++++ TASK DATA

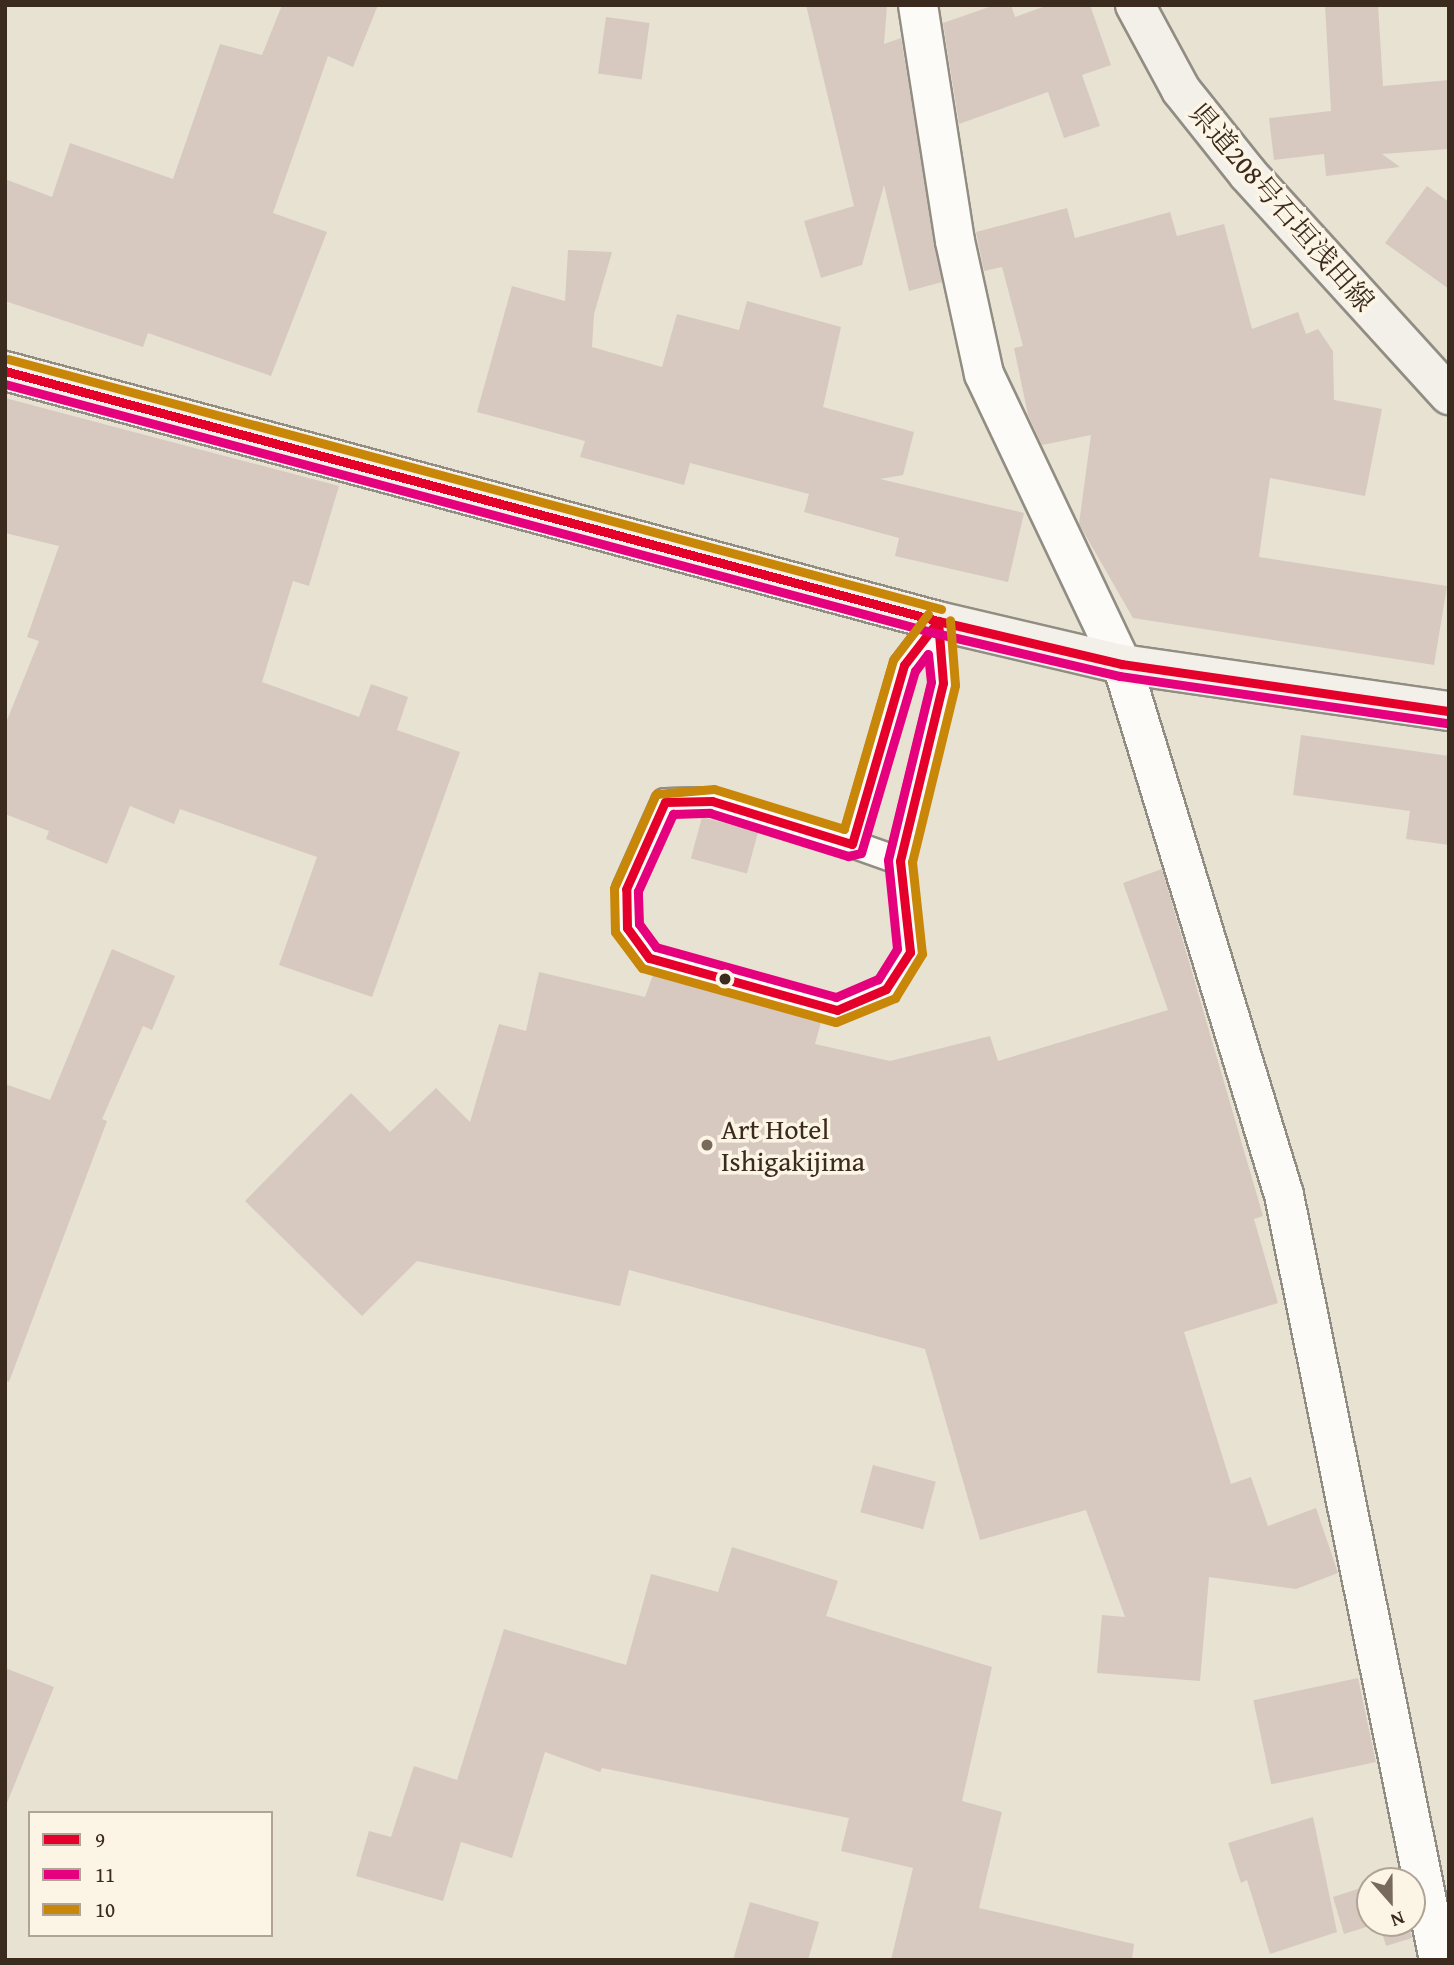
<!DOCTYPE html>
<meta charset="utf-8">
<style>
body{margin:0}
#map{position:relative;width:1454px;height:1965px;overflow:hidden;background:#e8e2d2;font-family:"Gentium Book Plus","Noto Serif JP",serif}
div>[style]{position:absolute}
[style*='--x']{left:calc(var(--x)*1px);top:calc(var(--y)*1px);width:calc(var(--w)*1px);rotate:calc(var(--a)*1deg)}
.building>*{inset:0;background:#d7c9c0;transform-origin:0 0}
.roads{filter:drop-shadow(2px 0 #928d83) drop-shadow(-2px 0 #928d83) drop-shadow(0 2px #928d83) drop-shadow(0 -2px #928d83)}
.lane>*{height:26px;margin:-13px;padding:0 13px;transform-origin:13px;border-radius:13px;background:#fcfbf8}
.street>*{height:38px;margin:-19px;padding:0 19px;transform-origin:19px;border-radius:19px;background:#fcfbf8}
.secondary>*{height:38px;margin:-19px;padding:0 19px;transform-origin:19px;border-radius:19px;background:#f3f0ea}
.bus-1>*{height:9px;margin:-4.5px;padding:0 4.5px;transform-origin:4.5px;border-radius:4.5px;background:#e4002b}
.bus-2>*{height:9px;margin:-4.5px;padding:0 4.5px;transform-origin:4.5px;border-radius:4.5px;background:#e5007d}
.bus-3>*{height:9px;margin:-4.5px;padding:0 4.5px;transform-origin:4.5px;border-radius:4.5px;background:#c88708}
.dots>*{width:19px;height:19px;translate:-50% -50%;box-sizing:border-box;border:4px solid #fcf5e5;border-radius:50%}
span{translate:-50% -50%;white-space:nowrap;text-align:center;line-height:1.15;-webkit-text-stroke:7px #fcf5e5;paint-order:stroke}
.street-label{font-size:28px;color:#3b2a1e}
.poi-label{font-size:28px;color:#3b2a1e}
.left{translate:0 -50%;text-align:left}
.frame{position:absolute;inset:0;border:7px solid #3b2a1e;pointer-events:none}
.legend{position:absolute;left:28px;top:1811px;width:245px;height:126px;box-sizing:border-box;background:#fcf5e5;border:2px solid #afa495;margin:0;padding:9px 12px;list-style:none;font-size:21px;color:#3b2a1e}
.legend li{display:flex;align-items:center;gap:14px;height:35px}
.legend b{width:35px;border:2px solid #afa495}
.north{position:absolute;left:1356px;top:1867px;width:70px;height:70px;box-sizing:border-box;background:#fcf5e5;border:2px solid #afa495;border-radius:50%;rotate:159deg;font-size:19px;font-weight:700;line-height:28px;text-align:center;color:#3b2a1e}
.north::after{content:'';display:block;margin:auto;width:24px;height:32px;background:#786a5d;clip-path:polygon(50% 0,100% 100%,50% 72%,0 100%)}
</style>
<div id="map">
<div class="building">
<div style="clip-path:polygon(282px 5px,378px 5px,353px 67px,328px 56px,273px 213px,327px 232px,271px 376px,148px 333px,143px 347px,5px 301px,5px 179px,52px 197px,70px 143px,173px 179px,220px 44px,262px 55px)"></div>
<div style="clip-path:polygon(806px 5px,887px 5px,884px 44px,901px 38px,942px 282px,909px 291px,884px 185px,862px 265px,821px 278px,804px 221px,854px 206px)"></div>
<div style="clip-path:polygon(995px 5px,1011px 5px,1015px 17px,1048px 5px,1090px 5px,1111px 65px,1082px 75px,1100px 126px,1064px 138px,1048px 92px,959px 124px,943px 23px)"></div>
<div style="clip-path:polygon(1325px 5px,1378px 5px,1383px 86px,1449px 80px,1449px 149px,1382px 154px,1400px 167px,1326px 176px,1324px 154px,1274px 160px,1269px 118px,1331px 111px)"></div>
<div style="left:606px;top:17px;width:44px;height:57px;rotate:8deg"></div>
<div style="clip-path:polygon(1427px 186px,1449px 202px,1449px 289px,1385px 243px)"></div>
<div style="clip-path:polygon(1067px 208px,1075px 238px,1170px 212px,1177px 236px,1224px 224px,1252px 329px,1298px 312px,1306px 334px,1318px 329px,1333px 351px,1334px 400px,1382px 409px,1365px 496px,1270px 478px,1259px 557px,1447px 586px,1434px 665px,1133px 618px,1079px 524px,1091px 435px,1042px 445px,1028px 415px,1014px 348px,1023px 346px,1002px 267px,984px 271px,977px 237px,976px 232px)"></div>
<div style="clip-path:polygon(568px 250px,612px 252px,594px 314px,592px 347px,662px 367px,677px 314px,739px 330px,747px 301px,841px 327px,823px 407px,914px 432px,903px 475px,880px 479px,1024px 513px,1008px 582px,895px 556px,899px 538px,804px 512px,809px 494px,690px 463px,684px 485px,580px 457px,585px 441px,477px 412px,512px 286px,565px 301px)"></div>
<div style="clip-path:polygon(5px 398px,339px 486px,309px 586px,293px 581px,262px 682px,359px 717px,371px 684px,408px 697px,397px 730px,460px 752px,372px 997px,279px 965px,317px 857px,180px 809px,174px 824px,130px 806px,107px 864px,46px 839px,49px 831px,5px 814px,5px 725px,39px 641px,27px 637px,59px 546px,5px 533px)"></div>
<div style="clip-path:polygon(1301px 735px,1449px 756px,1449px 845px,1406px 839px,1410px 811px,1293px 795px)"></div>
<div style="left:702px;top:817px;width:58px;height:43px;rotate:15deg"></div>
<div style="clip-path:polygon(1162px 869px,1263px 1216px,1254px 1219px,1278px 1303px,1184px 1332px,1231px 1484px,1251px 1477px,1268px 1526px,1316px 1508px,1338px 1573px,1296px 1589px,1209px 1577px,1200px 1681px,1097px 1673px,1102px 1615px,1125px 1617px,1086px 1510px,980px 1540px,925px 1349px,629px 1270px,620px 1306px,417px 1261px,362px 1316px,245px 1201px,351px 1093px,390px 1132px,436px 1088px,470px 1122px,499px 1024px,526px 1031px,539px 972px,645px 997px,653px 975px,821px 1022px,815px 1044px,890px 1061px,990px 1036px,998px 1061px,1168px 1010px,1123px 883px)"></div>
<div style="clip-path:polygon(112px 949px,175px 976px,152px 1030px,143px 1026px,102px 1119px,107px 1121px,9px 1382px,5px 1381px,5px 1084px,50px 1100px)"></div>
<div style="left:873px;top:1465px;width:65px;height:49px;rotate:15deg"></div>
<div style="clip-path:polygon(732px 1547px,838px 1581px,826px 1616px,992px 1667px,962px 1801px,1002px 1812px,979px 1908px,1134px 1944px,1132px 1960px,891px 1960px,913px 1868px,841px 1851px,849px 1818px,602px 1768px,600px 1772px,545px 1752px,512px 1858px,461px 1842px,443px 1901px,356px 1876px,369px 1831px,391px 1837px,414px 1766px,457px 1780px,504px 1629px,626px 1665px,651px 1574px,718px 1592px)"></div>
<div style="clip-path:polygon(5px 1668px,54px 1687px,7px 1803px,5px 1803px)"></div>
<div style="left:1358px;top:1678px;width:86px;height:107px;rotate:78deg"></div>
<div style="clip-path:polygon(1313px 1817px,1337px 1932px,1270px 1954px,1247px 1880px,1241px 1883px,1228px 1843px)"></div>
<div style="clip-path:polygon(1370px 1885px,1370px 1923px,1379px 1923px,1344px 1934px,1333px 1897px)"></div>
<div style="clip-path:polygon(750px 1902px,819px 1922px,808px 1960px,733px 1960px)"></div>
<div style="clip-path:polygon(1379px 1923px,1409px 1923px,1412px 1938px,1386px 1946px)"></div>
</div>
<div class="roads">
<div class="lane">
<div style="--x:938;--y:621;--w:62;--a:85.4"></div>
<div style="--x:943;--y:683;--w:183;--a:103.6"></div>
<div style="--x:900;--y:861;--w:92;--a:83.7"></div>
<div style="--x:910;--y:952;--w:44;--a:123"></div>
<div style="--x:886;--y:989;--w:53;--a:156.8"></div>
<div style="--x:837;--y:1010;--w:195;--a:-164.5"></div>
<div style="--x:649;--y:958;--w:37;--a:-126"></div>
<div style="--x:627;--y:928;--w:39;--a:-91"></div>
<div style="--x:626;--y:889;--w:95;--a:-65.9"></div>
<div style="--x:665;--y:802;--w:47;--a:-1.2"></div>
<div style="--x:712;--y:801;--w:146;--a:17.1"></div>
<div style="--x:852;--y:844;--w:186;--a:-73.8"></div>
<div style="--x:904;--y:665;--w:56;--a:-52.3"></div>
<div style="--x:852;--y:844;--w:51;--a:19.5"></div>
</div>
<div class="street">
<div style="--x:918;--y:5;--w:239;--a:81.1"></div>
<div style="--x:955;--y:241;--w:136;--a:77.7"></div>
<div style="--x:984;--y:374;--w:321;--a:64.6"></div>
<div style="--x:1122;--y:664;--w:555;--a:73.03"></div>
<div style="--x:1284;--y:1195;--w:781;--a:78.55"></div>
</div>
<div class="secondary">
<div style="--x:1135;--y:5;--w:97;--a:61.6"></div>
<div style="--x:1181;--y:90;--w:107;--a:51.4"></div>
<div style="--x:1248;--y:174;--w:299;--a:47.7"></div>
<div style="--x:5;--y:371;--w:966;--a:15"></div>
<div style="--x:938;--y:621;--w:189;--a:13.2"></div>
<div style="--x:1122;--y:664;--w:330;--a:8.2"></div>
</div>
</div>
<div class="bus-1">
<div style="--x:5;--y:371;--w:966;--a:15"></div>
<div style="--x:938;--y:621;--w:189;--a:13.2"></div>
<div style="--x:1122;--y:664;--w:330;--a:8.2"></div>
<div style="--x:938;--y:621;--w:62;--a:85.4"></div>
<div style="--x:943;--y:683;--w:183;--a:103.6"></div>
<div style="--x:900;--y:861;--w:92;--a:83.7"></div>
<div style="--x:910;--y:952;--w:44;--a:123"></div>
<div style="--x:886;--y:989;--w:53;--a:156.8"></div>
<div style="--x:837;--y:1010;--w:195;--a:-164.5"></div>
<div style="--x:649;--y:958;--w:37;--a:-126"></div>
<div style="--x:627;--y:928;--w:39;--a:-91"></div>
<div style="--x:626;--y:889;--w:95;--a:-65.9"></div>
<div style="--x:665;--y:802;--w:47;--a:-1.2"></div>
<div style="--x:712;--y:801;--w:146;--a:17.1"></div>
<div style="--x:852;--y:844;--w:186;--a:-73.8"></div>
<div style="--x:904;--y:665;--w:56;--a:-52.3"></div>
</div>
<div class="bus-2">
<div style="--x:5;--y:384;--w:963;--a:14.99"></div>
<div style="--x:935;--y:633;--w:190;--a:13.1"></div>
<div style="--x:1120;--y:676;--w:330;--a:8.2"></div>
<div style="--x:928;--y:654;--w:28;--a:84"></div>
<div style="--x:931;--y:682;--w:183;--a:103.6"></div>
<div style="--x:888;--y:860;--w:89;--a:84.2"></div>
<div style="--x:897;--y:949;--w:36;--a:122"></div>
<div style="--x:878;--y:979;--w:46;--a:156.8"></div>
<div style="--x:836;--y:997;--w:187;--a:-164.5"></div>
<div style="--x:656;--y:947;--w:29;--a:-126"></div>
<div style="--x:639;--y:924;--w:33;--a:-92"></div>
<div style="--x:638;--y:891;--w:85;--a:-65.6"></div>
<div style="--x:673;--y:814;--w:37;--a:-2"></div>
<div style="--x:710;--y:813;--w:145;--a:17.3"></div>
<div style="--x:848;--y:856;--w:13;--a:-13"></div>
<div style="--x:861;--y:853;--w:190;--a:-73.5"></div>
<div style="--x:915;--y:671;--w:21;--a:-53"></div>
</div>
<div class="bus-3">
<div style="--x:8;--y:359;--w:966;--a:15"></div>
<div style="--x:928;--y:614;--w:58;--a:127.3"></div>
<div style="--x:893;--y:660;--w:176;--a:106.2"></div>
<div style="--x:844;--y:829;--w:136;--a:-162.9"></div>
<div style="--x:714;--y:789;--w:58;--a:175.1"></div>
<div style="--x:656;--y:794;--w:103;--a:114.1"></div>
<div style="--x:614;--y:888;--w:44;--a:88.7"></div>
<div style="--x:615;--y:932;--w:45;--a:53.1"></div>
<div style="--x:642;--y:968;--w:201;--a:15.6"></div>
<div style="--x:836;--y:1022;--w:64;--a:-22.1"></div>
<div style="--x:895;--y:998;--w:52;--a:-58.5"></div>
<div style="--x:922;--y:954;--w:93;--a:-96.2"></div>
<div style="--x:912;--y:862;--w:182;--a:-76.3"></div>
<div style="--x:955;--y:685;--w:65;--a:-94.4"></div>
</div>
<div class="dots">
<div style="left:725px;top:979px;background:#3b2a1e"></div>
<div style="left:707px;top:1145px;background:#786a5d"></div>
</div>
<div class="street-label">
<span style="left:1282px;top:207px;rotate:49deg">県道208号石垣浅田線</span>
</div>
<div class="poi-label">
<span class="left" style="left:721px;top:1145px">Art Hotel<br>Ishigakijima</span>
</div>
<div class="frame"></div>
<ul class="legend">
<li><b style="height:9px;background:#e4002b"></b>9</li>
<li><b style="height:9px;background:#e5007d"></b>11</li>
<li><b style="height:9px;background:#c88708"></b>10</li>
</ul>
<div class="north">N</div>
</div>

++++++++

- EXERCISE -
Everything from the first line of the records through the line containing "0 #928d83) drop-shadow(-2px" should be reproduced exactly, apart from the pictures.

- EXERCISE OUTPUT -
<!DOCTYPE html>
<meta charset="utf-8">
<style>
body{margin:0}
#map{position:relative;width:1454px;height:1965px;overflow:hidden;background:#e8e2d2;font-family:"Gentium Book Plus","Noto Serif JP",serif}
div>[style]{position:absolute}
[style*='--x']{left:calc(var(--x)*1px);top:calc(var(--y)*1px);width:calc(var(--w)*1px);rotate:calc(var(--a)*1deg)}
.building>*{inset:0;background:#d7c9c0;transform-origin:0 0}
.roads{filter:drop-shadow(2px 0 #928d83) drop-shadow(-2px 0 #928d83) drop-shadow(0 2px #928d83) drop-shadow(0 -2px #928d83)}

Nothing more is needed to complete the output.